WHAT YOU ARE ASKED TO DO —
Extract all lines from the data beneath that include the word "sétány".
[INFORMATION SHOWN — start]
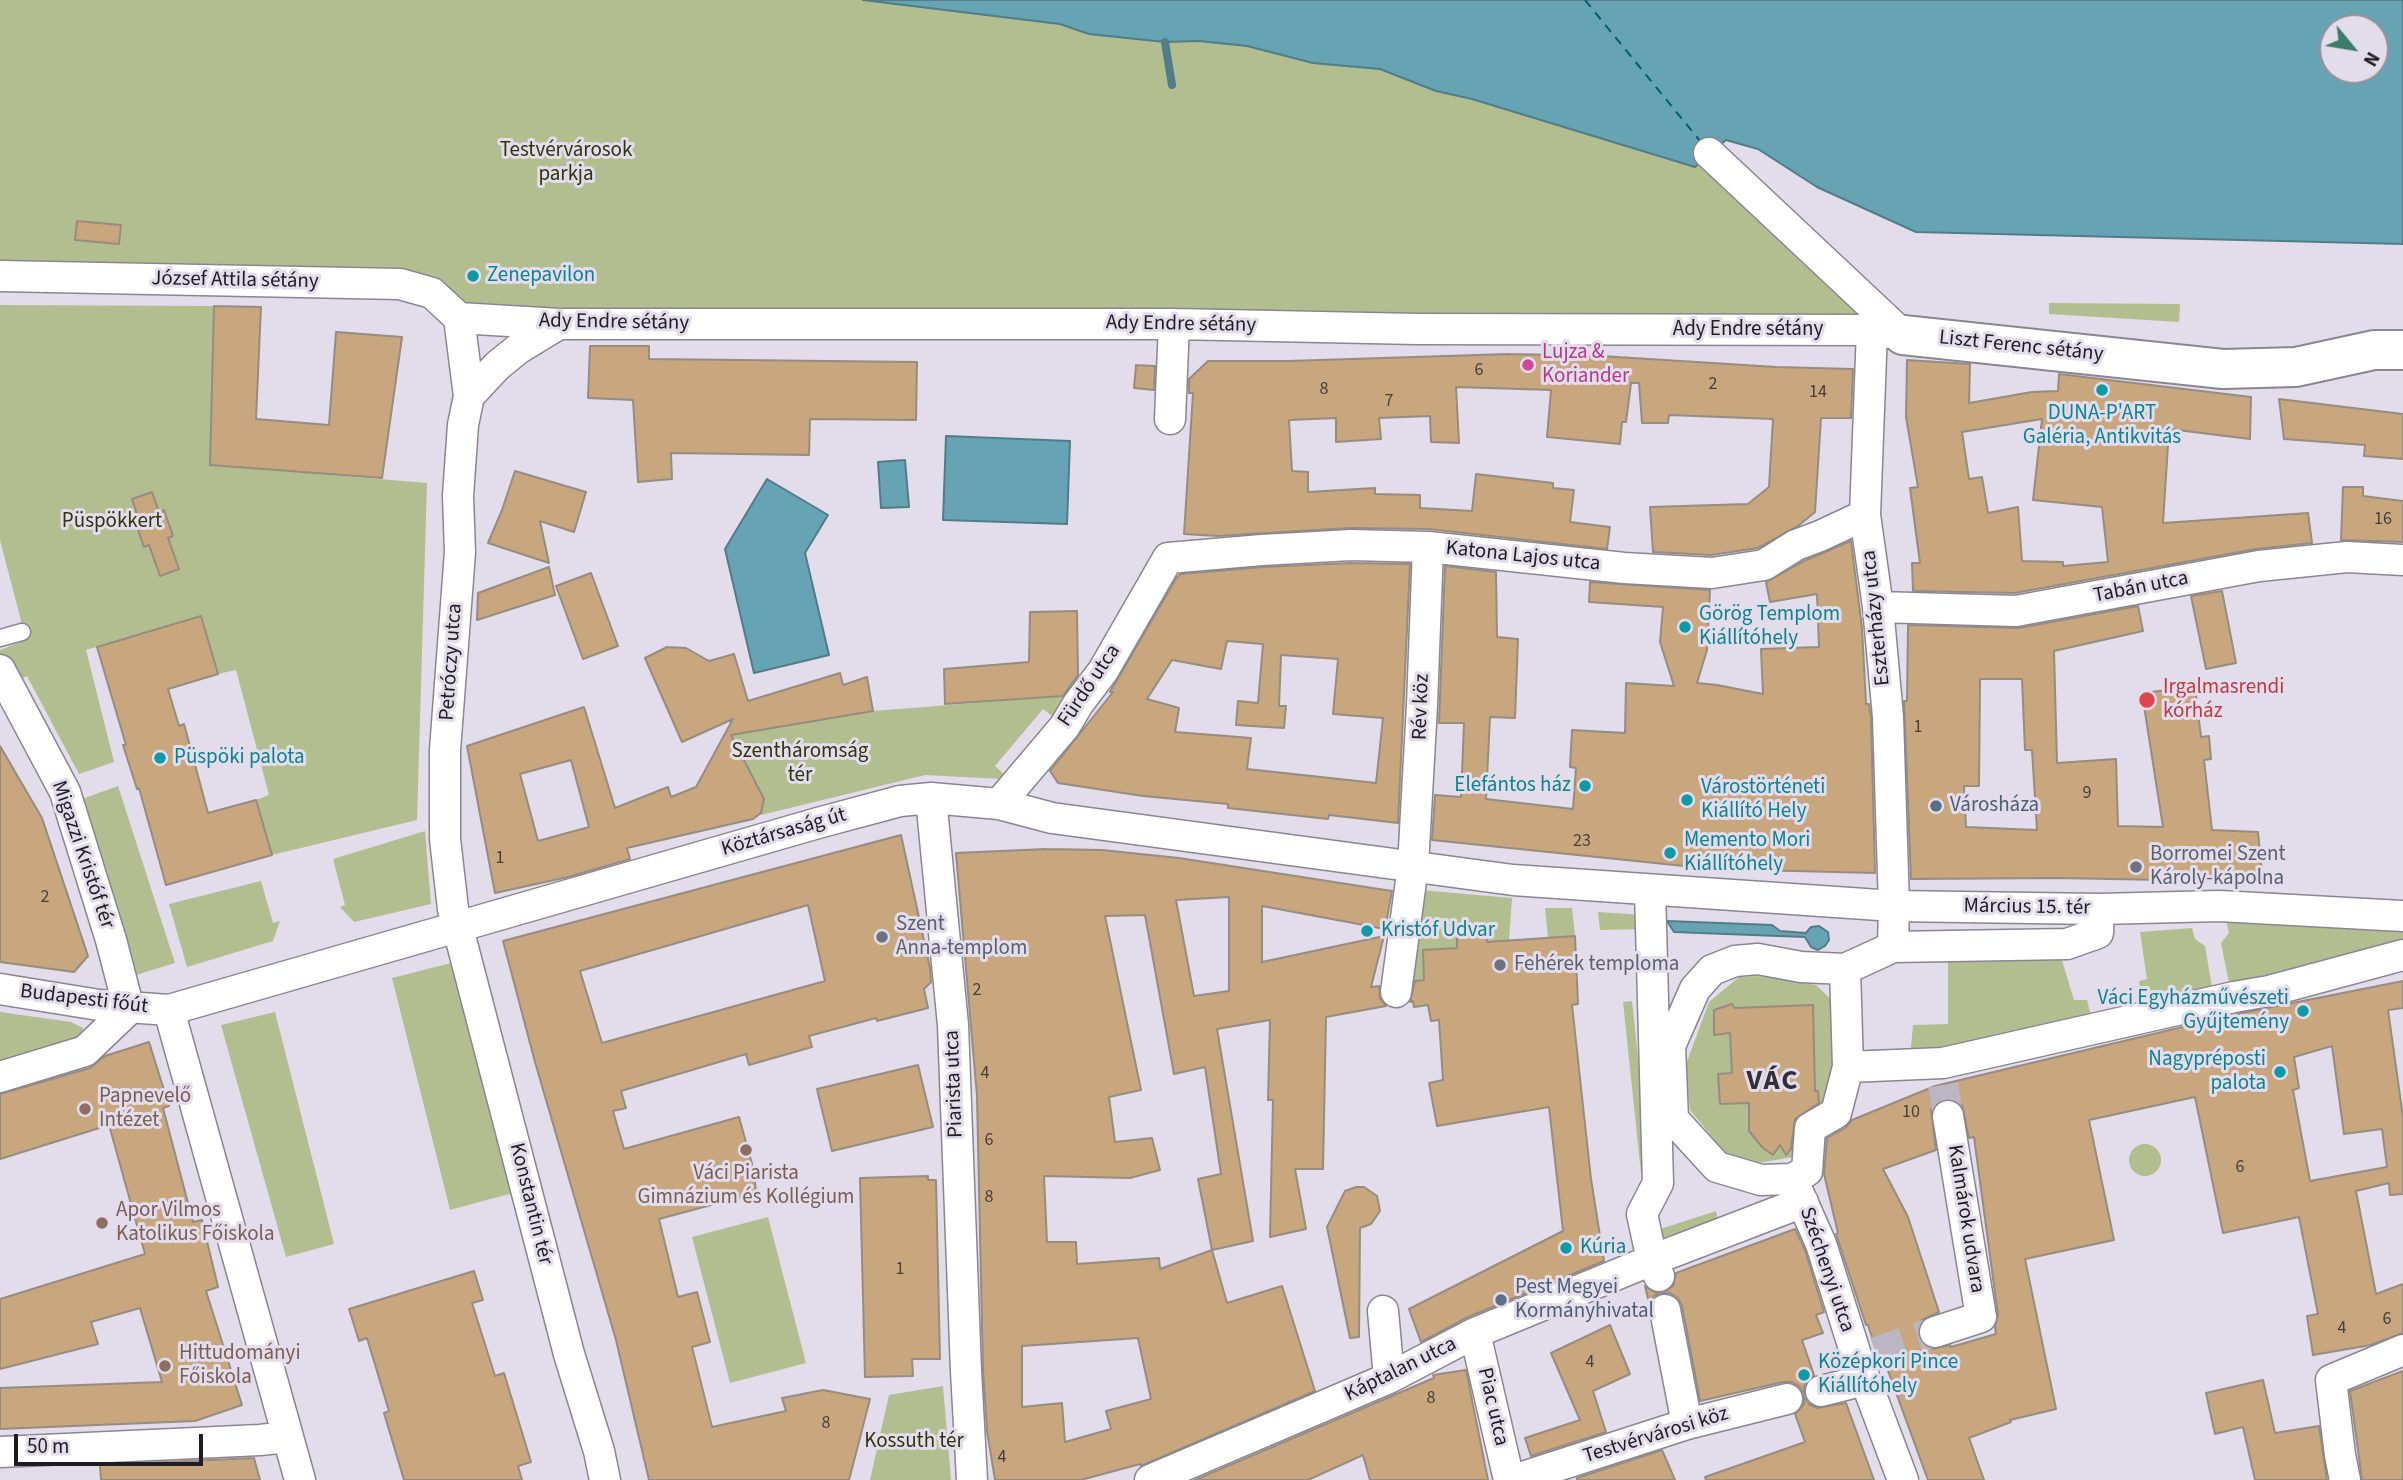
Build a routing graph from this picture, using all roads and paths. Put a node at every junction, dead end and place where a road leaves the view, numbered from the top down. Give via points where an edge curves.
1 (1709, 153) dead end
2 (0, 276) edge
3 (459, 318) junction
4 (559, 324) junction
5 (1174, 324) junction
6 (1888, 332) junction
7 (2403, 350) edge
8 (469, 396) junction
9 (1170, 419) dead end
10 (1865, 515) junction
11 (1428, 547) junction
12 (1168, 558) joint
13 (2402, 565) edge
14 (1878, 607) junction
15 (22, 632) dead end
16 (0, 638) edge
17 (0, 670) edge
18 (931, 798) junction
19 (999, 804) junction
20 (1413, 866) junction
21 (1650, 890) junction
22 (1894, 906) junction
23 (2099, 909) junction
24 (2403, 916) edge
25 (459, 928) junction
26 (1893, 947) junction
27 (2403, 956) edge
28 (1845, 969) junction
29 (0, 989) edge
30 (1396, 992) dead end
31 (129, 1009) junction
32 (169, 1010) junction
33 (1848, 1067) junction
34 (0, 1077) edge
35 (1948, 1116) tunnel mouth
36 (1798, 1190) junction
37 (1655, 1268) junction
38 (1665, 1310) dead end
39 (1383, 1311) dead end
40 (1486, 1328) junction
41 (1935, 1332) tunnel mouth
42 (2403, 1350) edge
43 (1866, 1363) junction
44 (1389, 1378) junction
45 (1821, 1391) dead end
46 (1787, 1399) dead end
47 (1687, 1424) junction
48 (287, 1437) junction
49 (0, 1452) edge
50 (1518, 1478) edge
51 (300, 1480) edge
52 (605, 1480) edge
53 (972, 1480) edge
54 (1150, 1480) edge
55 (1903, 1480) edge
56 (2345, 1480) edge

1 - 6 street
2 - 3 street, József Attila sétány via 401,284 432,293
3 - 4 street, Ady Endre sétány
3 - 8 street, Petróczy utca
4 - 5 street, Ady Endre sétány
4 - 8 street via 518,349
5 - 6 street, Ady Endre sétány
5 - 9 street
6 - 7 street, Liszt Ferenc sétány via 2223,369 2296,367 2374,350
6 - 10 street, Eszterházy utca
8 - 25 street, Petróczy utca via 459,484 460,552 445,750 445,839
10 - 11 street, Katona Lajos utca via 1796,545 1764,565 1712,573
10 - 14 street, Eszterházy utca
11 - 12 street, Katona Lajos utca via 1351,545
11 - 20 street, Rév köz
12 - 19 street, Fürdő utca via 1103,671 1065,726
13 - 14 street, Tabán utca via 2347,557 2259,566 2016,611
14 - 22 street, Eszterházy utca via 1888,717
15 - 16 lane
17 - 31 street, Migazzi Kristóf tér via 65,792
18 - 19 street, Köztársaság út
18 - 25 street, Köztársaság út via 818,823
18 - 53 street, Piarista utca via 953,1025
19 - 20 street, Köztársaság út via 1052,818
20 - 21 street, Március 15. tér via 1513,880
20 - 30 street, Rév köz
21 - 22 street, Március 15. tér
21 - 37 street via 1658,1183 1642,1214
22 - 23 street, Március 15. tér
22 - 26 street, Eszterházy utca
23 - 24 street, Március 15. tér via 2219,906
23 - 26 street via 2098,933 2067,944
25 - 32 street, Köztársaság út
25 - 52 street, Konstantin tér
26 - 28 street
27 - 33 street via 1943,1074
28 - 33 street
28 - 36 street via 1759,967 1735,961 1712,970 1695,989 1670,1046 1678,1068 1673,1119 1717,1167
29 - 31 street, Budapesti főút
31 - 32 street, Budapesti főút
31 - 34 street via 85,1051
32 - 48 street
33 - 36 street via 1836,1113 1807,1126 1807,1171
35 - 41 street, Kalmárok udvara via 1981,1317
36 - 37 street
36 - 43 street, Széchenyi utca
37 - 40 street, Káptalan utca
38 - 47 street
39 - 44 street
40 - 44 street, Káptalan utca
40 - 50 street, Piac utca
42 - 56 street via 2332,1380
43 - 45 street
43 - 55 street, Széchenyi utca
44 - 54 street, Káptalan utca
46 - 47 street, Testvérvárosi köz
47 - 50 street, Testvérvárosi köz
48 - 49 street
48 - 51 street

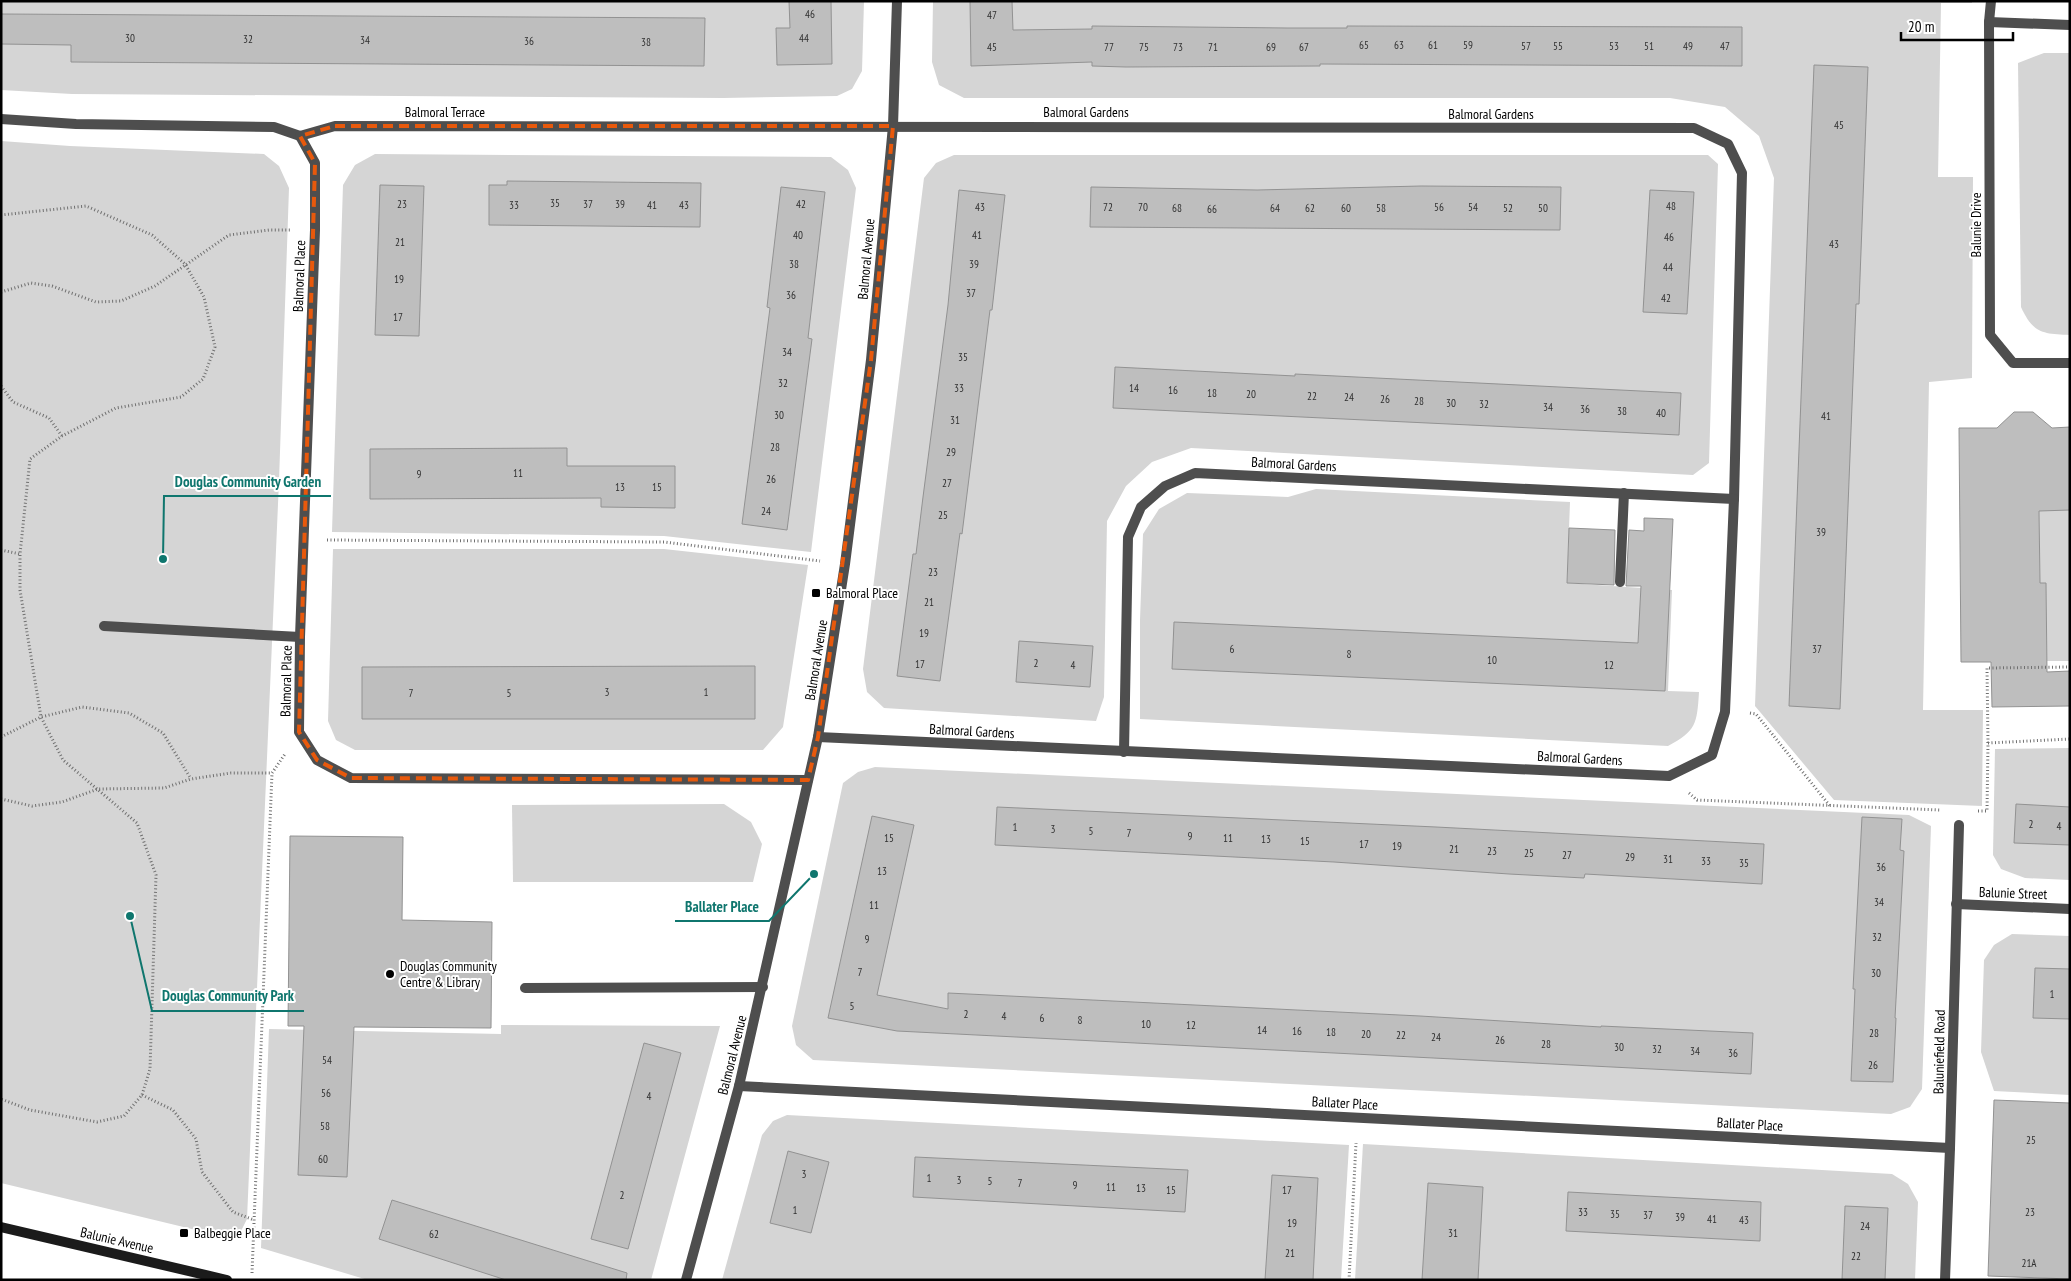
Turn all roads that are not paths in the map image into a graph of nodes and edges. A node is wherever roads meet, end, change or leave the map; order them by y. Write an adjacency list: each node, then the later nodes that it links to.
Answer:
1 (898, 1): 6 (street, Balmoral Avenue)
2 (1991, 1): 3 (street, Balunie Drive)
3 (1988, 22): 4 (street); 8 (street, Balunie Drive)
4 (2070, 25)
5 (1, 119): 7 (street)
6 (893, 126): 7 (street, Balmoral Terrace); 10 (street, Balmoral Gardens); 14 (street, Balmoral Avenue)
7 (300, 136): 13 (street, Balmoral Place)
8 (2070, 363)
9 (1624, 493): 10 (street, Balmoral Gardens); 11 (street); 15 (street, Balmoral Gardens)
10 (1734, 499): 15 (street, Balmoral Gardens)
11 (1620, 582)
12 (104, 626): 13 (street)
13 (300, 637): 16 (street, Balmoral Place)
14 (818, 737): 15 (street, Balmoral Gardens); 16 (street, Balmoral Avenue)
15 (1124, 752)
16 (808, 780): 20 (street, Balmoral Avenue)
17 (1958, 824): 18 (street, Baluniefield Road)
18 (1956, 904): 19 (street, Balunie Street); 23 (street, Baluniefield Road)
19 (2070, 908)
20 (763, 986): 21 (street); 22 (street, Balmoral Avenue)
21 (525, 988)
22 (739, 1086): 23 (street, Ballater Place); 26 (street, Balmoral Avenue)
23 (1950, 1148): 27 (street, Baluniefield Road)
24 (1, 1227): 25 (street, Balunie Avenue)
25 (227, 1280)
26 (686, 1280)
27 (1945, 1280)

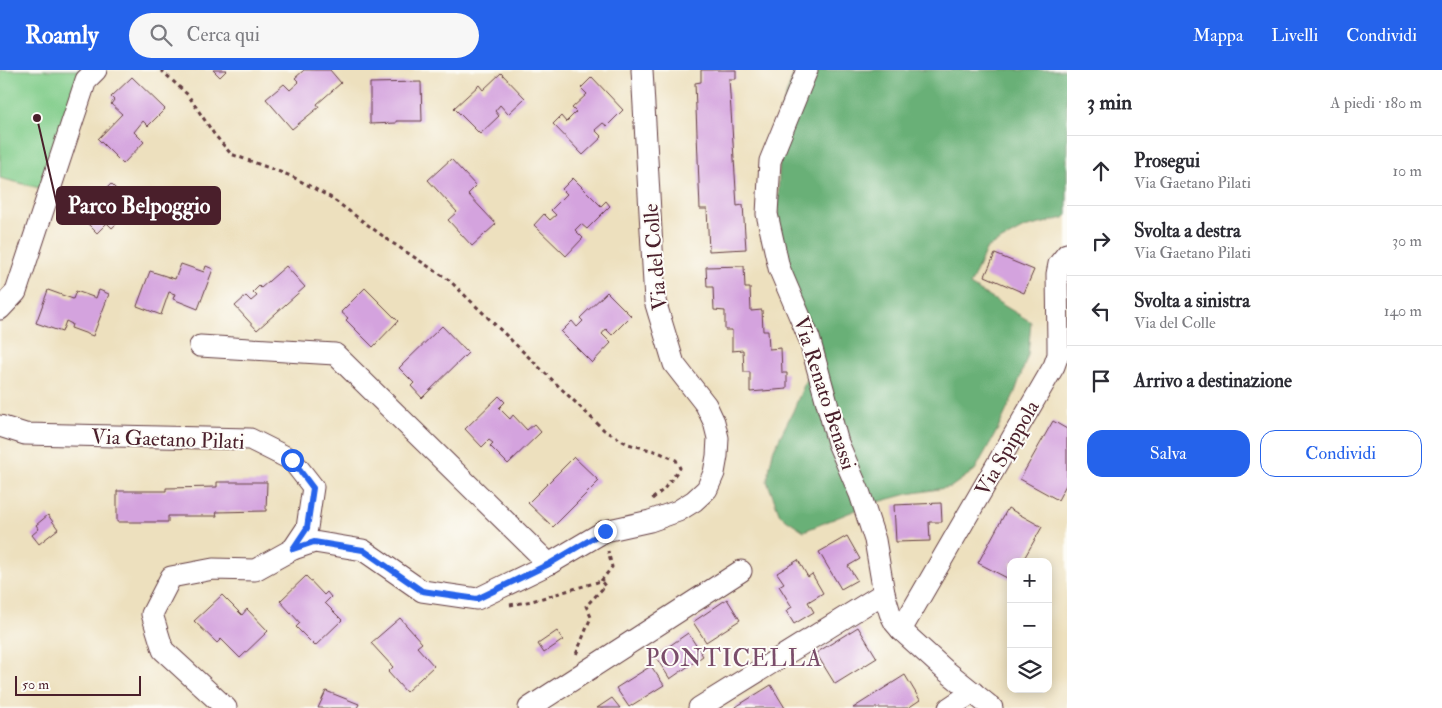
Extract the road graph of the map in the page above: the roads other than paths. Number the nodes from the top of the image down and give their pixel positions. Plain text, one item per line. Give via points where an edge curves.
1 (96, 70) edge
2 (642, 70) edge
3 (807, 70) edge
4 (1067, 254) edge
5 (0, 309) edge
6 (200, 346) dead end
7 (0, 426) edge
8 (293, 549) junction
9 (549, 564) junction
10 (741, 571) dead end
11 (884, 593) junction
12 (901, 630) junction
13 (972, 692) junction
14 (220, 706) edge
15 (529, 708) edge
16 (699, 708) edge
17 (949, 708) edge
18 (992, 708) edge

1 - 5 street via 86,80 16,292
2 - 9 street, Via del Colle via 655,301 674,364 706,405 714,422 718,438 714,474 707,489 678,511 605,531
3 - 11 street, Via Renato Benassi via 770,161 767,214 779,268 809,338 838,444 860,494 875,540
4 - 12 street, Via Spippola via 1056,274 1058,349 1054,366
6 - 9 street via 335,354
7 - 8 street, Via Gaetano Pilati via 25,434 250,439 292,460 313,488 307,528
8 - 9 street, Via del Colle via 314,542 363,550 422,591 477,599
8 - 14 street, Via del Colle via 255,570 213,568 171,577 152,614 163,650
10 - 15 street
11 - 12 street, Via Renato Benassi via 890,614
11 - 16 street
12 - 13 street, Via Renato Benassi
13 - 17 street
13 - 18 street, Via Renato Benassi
[INFORMATION SHOWN — finish]
ANSWER BELOW —
2 - 3 street, József Attila sétány via 401,284 432,293
3 - 4 street, Ady Endre sétány
4 - 5 street, Ady Endre sétány
5 - 6 street, Ady Endre sétány
6 - 7 street, Liszt Ferenc sétány via 2223,369 2296,367 2374,350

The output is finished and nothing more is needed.